There are many things in life that somehow defy reason and do best in combination with something else. Better yet, they need the opposite to create their best self. Rainbows are like that. What has to occur to create a rainbow is the complete polar opposite of the beauty that is a rainbow. Those combos are life in general. Opposites co-exist, and many times, they are dependent upon the other.

That was me. Pain drives us deeper. My great loss of love, my grief, my inability to file it away pulled me deeper in to God. Without conscious thought I knew there was healing, a balm, a spring, a way to be sustained in the midst of heartbreak by speaking and acknowledging God's presence around and in me. My humanity, even at its worst, sought the God who made me. 

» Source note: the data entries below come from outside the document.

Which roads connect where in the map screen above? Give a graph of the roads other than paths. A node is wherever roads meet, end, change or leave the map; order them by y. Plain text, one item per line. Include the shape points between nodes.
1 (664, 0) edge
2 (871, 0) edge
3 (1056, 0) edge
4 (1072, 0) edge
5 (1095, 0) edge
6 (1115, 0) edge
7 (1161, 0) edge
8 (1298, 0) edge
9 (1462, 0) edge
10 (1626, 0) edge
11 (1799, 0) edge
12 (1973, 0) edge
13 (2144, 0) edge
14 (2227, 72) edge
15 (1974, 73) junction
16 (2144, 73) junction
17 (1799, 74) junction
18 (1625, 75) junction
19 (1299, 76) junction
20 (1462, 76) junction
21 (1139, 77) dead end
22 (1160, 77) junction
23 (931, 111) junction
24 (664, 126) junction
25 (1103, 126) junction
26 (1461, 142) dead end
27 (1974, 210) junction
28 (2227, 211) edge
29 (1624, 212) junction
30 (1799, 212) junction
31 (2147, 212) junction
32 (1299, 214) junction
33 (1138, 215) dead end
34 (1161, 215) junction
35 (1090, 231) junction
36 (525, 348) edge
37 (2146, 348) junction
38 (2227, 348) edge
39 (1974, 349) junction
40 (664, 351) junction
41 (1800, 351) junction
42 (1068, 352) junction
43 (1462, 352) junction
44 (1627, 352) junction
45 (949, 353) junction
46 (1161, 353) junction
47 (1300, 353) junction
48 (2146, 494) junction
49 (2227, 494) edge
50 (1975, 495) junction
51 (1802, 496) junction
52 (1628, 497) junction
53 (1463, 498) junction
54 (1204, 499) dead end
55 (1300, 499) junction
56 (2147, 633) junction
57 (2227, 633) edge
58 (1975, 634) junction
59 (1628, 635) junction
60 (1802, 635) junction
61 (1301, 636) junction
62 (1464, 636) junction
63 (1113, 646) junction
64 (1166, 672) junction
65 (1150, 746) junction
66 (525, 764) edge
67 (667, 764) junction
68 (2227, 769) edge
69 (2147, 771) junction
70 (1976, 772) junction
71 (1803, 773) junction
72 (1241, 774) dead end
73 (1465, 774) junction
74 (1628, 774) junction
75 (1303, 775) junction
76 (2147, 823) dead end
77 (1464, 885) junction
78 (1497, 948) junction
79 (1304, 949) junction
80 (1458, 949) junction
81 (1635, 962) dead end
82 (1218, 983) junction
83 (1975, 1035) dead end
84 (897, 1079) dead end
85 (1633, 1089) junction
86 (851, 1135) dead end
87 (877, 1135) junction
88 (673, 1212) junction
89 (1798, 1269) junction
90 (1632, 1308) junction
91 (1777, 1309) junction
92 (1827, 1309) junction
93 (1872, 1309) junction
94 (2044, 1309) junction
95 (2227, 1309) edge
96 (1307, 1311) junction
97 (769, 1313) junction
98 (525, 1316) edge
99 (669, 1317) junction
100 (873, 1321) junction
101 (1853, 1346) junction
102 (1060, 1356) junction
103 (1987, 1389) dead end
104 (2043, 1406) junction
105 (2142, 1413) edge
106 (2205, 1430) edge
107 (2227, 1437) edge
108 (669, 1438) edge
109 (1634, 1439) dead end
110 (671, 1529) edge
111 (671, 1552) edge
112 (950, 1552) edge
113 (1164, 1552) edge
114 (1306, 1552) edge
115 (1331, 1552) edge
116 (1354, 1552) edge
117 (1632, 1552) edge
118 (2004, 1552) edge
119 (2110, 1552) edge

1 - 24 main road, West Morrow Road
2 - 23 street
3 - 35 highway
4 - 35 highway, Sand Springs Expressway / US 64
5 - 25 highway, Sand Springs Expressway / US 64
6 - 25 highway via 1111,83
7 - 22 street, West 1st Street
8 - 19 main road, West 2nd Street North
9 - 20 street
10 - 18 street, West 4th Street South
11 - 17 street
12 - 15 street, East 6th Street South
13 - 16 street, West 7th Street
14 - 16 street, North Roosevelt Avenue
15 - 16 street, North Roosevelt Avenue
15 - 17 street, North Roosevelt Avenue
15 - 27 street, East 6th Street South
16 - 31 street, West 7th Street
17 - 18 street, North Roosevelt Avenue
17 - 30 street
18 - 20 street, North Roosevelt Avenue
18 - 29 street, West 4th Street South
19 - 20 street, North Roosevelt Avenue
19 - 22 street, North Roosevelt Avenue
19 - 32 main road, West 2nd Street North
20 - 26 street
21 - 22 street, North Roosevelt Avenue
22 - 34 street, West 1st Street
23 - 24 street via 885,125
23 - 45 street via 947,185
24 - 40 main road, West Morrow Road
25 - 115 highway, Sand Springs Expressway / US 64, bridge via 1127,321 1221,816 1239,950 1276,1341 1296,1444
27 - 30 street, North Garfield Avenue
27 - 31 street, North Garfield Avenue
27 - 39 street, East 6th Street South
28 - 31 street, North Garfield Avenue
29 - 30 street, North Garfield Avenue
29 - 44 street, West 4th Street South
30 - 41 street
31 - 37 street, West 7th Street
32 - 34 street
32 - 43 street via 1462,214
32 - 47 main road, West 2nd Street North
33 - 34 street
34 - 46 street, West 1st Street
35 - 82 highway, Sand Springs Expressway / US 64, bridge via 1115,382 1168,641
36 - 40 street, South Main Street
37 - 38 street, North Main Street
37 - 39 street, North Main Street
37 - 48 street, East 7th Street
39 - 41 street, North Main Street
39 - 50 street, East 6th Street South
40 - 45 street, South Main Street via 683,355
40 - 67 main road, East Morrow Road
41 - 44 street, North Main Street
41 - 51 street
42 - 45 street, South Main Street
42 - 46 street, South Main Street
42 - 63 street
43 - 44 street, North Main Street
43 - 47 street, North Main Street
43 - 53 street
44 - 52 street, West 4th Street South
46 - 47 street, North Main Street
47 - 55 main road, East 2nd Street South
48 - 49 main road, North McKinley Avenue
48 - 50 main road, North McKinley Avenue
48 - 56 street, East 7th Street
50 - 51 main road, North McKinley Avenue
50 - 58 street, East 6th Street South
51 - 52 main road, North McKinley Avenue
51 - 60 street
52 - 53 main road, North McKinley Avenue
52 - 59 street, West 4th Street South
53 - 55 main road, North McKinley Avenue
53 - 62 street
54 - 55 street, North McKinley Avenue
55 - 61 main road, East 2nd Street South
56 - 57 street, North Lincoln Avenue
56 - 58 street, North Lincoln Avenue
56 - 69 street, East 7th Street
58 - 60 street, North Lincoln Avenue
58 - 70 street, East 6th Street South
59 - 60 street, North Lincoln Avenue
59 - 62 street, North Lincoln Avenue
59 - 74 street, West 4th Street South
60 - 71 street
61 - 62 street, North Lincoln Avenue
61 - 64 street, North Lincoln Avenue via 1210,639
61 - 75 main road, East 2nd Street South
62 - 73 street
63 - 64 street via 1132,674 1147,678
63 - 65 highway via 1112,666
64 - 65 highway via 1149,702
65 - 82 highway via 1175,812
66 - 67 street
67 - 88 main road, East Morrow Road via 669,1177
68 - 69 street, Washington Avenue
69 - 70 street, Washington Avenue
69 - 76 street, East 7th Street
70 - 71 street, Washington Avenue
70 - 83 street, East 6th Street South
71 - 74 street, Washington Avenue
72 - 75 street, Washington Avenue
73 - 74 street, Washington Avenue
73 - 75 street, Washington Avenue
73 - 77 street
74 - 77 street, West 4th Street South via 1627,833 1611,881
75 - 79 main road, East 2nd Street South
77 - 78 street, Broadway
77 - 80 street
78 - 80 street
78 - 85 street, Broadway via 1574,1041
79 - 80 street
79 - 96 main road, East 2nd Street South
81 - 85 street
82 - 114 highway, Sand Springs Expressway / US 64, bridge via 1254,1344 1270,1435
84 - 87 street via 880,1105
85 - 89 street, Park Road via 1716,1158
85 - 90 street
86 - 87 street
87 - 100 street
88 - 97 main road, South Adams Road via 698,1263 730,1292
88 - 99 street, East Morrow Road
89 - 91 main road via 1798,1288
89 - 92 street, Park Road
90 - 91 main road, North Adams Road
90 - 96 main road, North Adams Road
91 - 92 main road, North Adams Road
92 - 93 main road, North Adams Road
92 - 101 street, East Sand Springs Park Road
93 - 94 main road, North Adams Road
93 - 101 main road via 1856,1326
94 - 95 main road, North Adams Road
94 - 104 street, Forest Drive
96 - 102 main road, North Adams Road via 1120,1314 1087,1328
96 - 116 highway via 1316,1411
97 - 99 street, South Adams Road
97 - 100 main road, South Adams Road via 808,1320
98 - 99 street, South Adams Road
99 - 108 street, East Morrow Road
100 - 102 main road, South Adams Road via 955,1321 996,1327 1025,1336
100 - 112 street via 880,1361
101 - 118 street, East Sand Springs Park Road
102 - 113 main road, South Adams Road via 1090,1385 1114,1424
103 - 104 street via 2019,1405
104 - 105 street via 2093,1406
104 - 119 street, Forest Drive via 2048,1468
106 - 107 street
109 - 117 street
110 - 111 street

Maybe because there was this matzo ball of unreconciled loss that I couldn't make sense of, it was easier to not have to have God all figured out. I was ok that I didn't understand all His mystery. I only just knew that God was with me in it. That somehow my opposite from God life and God Himself could pair together. He was the watermelon to my bacon. I never sensed condemnation from the Almighty about my current choices or my inability to seemingly move out of the grief pit. I only sensed great love and closeness, much like when we care for one of our own sick children. Simply put, God was just in the swampie, shards of glass I was mired in.

As he drove away, down the road away from me, something quite simply died inside. I watched his car through the window of the garage as it slowly drove away from me. I stood transfixed, screaming silently, willing him to turn around until his car stopped being visible. I collapsed on the garage floor in sobbing, snotty heaves. I was broke.

I waited both for him to call and for me to stop waiting on something I knew would not happen. Waiting is agony. Period. Always. No matter what the wait is for. Waiting caused me to have a constant dialogue in motion; Did he feel a loss at all? Would he come to his senses? Did he love me? Why did he think doing what others wanted was his best choice? Had I interpreted our relationship wrong? He seemed to want me to talk him out of marrying her? Why didn't I? I felt most like me when I was with him, like he made the best parts of me bigger, did I do that for him? I cannot imagine ever feeling this again with anyone else. He will call, right? Something this big and cosmic just can't end. 

I'm pretty sure my parents sensed something was not ok with me. I went on dates, but never a lasting relationship. I didn't want one. My dad thought I needed help in the date arena and jokingly asked a table of single guys at our local pizza place if any of them would take me out. I was standing right there. If the floor had a trap door I would have opened it and disappeared. I didn't want those guys. What I wanted I couldn't have. I hung my head and laughed as my dad spoke so as not to give away my pain.

I'm sure my dad thought a good man might make things better. As a parent myself I understand where that came from in him. I felt loved deeply by his somewhat misguided gesture of care. One of those young men did call and ask me out. I declined whole heartedly and to the tenth power. I didn't want anything less than my loss I told myself. But the years of shielding myself with that loss were getting long.